Giter Club home page Giter Club logo

csv-converter's Introduction

JSON to CSV converter

This library provides a configurable JSON โ†’ CSV converter. The main features are:

  1. Ability to define which fields should be converted from JSON.
  2. Ability to define the names of converted fields in CSV (columns headers).
  3. Mark field as required if needed - then the whole row won't be added if this field isn't present.
  4. You can choose output, It can be either CSV file or OutputStream.

How to use

JsonToCsvConverter.convert receives the source JSON filename and CsvDefinition.
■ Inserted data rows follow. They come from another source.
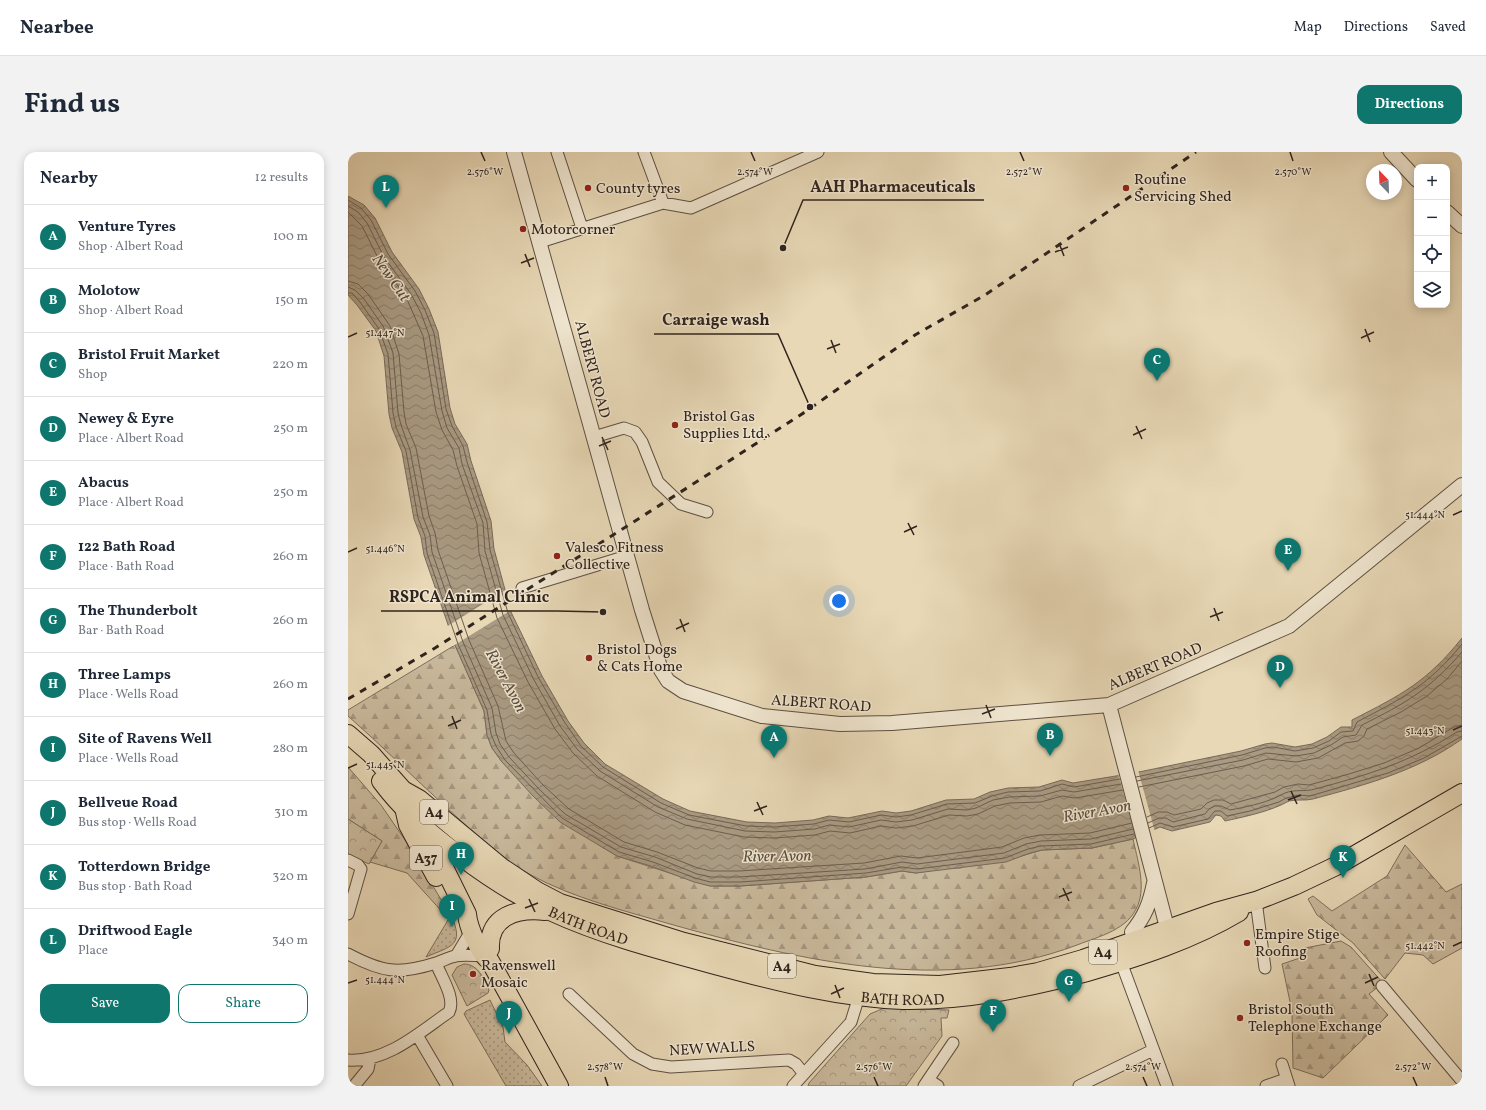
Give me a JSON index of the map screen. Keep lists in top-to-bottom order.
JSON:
{
  "streets": {
    "highway": ["A4", "A37", "BATH ROAD"],
    "street": ["ALBERT ROAD", "NEW WALLS"]
  },
  "crossings": [
    ["A37", "BATH ROAD"]
  ],
  "water": ["New Cut", "River Avon"],
  "places": [
    "County tyres",
    "Routine Servicing Shed",
    "Motorcorner",
    "AAH Pharmaceuticals",
    "Carraige wash",
    "Bristol Gas Supplies Ltd.",
    "Valesco Fitness Collective",
    "RSPCA Animal Clinic",
    "Bristol Dogs & Cats Home",
    "Empire Stige Roofing",
    "Ravenswell Mosaic",
    "Bristol South Telephone Exchange"
  ],
  "north": "top left",
  "page": {
    "header": "Nearbee",
    "nav": ["Map", "Directions", "Saved"],
    "title": "Find us",
    "buttons": [
      "Directions",
      ["Save", "Share"]
    ],
    "heading": ["Nearby", "12 results"],
    "map_buttons": ["+", "−"],
    "pins": [
      "L",
      "C",
      "E",
      "D",
      "B",
      "A",
      "H",
      "K",
      "I",
      "G",
      "F",
      "J"
    ],
    "list": [
      {
        "mark": "A",
        "name": "Venture Tyres",
        "note": "Shop · Albert Road",
        "value": "100 m"
      },
      {
        "mark": "B",
        "name": "Molotow",
        "note": "Shop · Albert Road",
        "value": "150 m"
      },
      {
        "mark": "C",
        "name": "Bristol Fruit Market",
        "note": "Shop",
        "value": "220 m"
      },
      {
        "mark": "D",
        "name": "Newey & Eyre",
        "note": "Place · Albert Road",
        "value": "250 m"
      },
      {
        "mark": "E",
        "name": "Abacus",
        "note": "Place · Albert Road",
        "value": "250 m"
      },
      {
        "mark": "F",
        "name": "122 Bath Road",
        "note": "Place · Bath Road",
        "value": "260 m"
      },
      {
        "mark": "G",
        "name": "The Thunderbolt",
        "note": "Bar · Bath Road",
        "value": "260 m"
      },
      {
        "mark": "H",
        "name": "Three Lamps",
        "note": "Place · Wells Road",
        "value": "260 m"
      },
      {
        "mark": "I",
        "name": "Site of Ravens Well",
        "note": "Place · Wells Road",
        "value": "280 m"
      },
      {
        "mark": "J",
        "name": "Bellveue Road",
        "note": "Bus stop · Wells Road",
        "value": "310 m"
      },
      {
        "mark": "K",
        "name": "Totterdown Bridge",
        "note": "Bus stop · Bath Road",
        "value": "320 m"
      },
      {
        "mark": "L",
        "name": "Driftwood Eagle",
        "note": "Place",
        "value": "340 m"
      }
    ]
  },
  "coordinates": [
    "2.576°W",
    "2.574°W",
    "2.572°W",
    "2.570°W",
    "51.447°N",
    "51.444°N",
    "51.446°N",
    "51.443°N",
    "51.445°N",
    "51.442°N",
    "2.578°W"
  ]
}
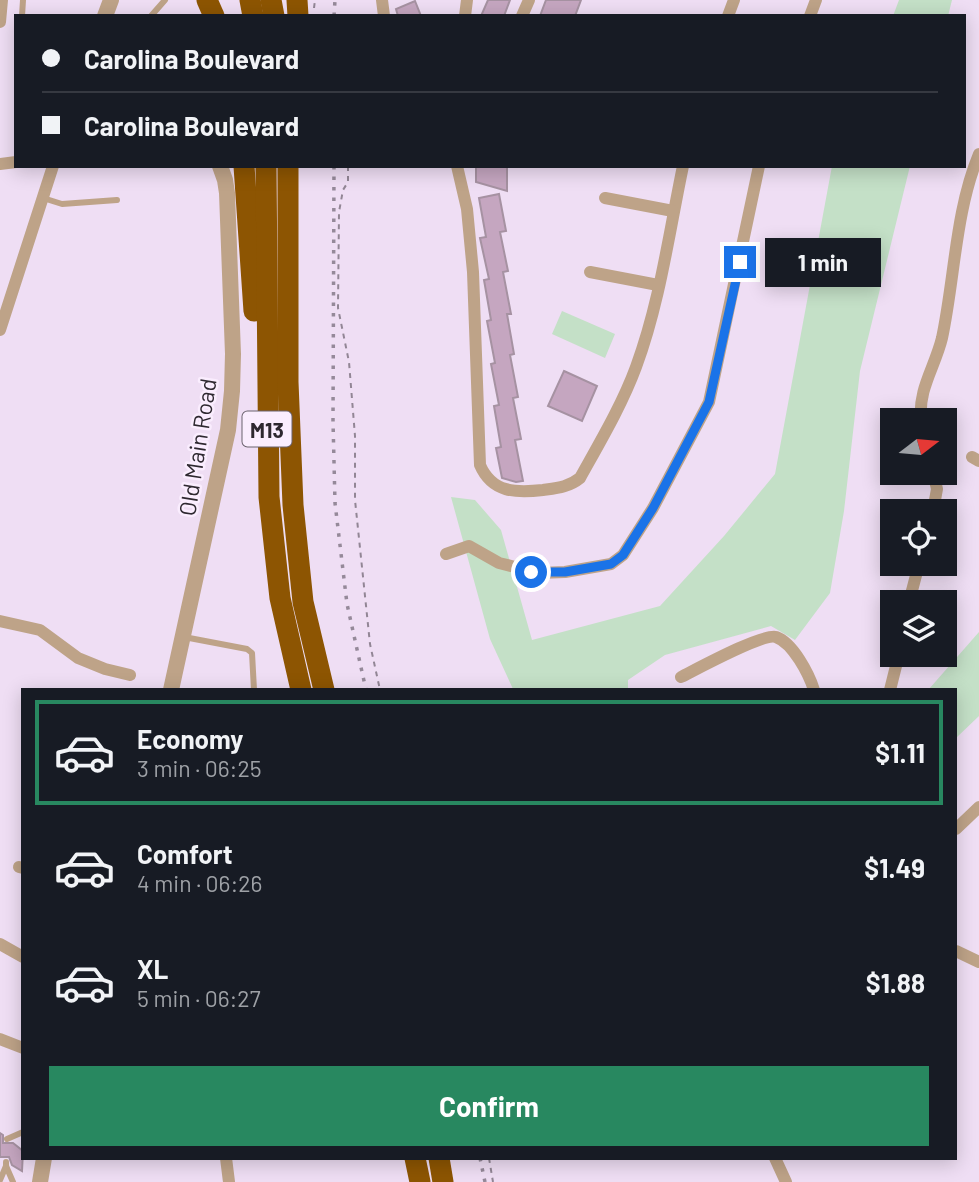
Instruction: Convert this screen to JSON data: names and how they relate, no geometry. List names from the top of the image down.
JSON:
{
  "streets": {
    "highway": ["M13"],
    "street": ["Old Main Road"]
  },
  "north": "right",
  "page": {
    "banner": ["Carolina Boulevard", "Carolina Boulevard"],
    "bubble": "1 min",
    "list": [
      {
        "name": "Economy",
        "note": "3 min · 06:25",
        "value": "$1.11"
      },
      {
        "name": "Comfort",
        "note": "4 min · 06:26",
        "value": "$1.49"
      },
      {
        "name": "XL",
        "note": "5 min · 06:27",
        "value": "$1.88"
      }
    ],
    "buttons": "Confirm"
  }
}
There are two implementations for CsvDefinition:

  • FileCsvDefinition for CSV file as an output
  • OutputStreamCsvDefinition for OutputStream as an output

A list of CsvField defines how the JSON file should be converted. CsvField represents a CSV column and contains:

  • name - the column name in the output CSV,
  • source JSON path - the path to the related JSON property that should be converted to this field (see supported JSON paths below)
  • flag required - if set to true and the value doesn't exist (is not present), then the whole row will be skipped.
  • customMapper - Java BiFunction<Field, String, List<String>> parameter, You can easily define custom mapping via lambda. If not set, field is mapped 1 to 1.

Supported JSON paths

These types of JSON paths are currently supported:

Simple paths

  • plain fields - "name", "version"
  • nested object fields - "options.advanced", "some.nested.property"

Paths containing arrays

These paths contain arrays marked with the array identifier [*] - "array paths".

  • arrays of plain values - "phones[*]"
    • used for arrays of strings, numbers etc.
  • object fields inside of arrays - "organizations[*].name", "organizations[*].id"
  • nested arrays, object fields inside of nested arrays - "users[*].phones[*]", "organizations[*].users[*].name"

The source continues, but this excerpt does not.